* **WORK TO COMPLETE**
Across the entries that follow, work out the number of lines containing the string "Boaventura", and state it alone.
--- SOURCE RECORDS Enclosed Below ---
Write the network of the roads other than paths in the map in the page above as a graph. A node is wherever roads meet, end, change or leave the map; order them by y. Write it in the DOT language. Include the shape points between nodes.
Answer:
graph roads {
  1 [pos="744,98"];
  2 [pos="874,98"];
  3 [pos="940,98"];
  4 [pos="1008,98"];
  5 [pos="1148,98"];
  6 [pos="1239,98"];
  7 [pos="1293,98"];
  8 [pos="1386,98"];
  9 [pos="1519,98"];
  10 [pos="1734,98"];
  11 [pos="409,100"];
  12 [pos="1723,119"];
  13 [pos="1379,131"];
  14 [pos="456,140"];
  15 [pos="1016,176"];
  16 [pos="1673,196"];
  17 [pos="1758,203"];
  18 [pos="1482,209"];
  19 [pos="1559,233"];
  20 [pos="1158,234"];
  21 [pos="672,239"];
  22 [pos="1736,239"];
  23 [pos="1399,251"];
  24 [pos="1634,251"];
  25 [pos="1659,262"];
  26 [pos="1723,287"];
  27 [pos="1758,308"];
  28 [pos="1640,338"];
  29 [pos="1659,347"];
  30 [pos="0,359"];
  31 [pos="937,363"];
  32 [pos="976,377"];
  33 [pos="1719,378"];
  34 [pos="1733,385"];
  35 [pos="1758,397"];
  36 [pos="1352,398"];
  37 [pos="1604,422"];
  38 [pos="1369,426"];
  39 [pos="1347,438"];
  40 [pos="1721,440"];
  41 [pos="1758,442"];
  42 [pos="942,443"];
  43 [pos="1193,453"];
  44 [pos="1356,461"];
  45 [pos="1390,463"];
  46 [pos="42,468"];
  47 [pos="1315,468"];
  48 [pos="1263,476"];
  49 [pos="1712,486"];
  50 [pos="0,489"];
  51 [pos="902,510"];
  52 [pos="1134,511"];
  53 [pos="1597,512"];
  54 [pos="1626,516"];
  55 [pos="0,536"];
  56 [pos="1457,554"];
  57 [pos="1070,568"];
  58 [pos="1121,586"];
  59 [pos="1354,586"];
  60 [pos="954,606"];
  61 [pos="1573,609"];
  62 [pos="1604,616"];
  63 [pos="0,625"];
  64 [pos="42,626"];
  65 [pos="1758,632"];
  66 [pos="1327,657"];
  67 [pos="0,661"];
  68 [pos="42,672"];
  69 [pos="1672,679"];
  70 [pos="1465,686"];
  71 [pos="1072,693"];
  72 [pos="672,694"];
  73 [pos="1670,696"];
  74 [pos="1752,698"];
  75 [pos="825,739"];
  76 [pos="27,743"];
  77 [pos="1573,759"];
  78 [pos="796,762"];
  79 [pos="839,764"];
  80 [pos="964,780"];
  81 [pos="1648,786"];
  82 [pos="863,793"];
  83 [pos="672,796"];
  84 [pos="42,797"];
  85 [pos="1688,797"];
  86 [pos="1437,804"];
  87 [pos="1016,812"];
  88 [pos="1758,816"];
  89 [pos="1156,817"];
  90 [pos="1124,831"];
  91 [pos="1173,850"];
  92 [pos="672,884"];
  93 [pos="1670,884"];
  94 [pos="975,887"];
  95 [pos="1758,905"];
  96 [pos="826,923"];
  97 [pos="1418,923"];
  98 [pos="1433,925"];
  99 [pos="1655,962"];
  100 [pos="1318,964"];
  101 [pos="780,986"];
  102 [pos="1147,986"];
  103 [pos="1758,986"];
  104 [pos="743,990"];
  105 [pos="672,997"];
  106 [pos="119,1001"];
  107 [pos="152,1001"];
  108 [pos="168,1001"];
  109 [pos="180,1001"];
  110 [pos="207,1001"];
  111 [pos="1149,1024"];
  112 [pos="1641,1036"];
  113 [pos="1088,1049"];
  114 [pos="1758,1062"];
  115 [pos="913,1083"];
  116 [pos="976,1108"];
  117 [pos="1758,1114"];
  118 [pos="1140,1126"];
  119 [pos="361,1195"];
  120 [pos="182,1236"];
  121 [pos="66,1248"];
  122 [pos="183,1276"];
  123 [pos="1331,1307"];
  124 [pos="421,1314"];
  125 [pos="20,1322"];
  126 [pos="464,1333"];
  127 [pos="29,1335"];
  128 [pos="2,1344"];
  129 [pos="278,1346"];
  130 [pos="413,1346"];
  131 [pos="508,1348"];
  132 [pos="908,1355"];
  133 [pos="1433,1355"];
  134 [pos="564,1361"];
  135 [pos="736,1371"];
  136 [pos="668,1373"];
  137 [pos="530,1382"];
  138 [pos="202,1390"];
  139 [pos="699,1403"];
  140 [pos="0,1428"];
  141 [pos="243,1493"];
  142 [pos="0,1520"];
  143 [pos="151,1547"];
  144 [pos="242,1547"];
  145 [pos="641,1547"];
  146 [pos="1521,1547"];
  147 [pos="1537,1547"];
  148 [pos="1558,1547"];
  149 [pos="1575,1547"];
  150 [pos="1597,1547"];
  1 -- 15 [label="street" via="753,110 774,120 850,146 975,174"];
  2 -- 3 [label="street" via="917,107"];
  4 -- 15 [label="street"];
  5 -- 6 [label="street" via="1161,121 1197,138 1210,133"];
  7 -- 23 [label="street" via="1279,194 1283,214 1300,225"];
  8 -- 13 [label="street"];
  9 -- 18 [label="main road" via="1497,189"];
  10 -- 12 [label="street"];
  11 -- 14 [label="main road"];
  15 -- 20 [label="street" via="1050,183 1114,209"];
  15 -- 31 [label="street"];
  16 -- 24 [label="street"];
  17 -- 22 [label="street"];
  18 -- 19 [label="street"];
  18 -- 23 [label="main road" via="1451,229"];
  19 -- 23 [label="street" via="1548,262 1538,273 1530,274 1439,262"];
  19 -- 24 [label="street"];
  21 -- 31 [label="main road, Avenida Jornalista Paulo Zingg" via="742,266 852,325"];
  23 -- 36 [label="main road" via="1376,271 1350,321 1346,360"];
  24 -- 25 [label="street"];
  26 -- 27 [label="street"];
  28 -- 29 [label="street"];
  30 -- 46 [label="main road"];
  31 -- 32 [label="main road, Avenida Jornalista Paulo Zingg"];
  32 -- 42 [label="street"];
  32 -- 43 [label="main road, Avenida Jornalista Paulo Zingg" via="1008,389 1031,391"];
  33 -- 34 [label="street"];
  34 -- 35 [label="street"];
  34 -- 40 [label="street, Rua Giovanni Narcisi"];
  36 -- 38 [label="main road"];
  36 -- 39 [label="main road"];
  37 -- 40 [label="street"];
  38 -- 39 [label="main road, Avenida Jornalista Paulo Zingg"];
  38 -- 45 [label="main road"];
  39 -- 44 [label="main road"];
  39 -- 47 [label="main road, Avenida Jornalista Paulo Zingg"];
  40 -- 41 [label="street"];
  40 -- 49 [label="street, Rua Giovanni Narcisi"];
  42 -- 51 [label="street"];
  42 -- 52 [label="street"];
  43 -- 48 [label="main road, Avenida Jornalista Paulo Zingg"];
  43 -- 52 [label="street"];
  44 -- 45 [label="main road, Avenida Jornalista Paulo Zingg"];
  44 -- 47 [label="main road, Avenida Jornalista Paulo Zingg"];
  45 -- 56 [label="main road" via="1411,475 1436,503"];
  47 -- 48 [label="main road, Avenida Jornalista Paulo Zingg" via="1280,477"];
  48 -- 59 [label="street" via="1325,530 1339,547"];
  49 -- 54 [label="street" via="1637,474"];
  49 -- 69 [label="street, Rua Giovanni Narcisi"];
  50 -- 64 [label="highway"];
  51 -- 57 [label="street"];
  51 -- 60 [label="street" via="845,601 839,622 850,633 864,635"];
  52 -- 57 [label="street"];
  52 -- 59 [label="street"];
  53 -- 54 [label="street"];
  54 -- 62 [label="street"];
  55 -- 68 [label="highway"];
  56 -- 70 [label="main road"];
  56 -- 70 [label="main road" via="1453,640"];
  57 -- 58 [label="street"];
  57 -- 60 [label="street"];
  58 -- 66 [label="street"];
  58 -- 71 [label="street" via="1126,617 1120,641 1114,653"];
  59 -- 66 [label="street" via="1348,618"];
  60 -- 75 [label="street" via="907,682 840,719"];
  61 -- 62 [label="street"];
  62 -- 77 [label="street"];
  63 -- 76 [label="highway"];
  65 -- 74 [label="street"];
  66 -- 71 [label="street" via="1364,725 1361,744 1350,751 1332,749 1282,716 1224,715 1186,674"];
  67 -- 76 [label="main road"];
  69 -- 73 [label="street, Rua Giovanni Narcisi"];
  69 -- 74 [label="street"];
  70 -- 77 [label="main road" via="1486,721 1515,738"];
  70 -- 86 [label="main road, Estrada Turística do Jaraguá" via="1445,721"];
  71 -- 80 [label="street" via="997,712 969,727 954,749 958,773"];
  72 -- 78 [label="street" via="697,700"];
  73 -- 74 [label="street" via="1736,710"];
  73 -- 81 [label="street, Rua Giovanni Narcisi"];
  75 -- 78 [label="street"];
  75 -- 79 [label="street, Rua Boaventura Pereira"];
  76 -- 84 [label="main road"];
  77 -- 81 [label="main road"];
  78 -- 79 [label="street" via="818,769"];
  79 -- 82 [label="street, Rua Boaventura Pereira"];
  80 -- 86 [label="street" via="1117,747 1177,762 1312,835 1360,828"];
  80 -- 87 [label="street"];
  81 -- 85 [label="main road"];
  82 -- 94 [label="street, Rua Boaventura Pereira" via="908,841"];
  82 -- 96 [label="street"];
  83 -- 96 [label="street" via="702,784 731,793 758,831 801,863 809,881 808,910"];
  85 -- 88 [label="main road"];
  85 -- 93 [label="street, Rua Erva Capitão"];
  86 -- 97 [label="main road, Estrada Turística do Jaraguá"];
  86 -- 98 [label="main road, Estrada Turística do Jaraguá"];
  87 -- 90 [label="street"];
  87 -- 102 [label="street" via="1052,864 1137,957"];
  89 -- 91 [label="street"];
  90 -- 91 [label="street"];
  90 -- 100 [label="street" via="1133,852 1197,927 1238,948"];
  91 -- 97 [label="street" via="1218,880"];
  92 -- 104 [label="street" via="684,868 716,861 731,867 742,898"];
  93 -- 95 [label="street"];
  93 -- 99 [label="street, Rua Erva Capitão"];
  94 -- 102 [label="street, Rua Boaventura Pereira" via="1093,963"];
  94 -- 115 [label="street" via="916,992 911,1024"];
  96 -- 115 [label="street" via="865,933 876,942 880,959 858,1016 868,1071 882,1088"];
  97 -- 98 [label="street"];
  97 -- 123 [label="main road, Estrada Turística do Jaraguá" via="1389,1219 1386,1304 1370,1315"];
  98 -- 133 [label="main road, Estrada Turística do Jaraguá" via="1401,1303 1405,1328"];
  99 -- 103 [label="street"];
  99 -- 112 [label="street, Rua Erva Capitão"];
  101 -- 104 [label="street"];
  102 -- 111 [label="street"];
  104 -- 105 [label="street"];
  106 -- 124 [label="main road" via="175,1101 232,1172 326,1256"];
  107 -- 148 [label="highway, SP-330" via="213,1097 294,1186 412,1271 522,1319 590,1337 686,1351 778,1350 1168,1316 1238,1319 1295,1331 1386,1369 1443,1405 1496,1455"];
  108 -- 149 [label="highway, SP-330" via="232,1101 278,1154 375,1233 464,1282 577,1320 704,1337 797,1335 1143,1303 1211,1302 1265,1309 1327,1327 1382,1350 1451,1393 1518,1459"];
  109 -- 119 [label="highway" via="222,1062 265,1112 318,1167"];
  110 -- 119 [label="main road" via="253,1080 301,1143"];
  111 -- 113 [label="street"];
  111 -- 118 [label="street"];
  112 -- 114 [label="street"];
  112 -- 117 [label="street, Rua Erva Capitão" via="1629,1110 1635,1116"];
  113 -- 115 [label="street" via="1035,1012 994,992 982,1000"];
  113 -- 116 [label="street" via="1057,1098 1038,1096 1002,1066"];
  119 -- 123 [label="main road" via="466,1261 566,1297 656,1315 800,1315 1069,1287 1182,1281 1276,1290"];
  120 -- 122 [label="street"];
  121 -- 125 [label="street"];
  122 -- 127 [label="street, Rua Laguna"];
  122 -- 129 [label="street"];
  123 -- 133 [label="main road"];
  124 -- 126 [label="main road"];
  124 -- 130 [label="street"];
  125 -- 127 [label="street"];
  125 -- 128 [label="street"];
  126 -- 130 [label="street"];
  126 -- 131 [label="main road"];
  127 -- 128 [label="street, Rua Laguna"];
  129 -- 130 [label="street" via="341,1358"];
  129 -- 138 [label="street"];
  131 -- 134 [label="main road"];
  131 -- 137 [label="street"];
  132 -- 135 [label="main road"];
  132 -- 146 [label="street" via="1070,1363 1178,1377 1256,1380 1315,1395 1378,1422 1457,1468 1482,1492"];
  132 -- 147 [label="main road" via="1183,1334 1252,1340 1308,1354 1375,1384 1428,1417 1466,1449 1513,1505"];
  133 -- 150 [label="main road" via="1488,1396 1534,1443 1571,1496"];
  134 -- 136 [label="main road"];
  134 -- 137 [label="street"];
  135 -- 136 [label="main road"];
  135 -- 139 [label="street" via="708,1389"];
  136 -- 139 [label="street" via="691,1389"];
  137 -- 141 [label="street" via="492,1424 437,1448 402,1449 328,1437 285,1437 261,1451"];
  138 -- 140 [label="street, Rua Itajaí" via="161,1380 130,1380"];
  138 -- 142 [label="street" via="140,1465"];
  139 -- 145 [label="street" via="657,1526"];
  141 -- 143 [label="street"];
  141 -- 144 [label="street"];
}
--- End of Enclosed SOURCE RECORDS ---
* **SOLUTION**
4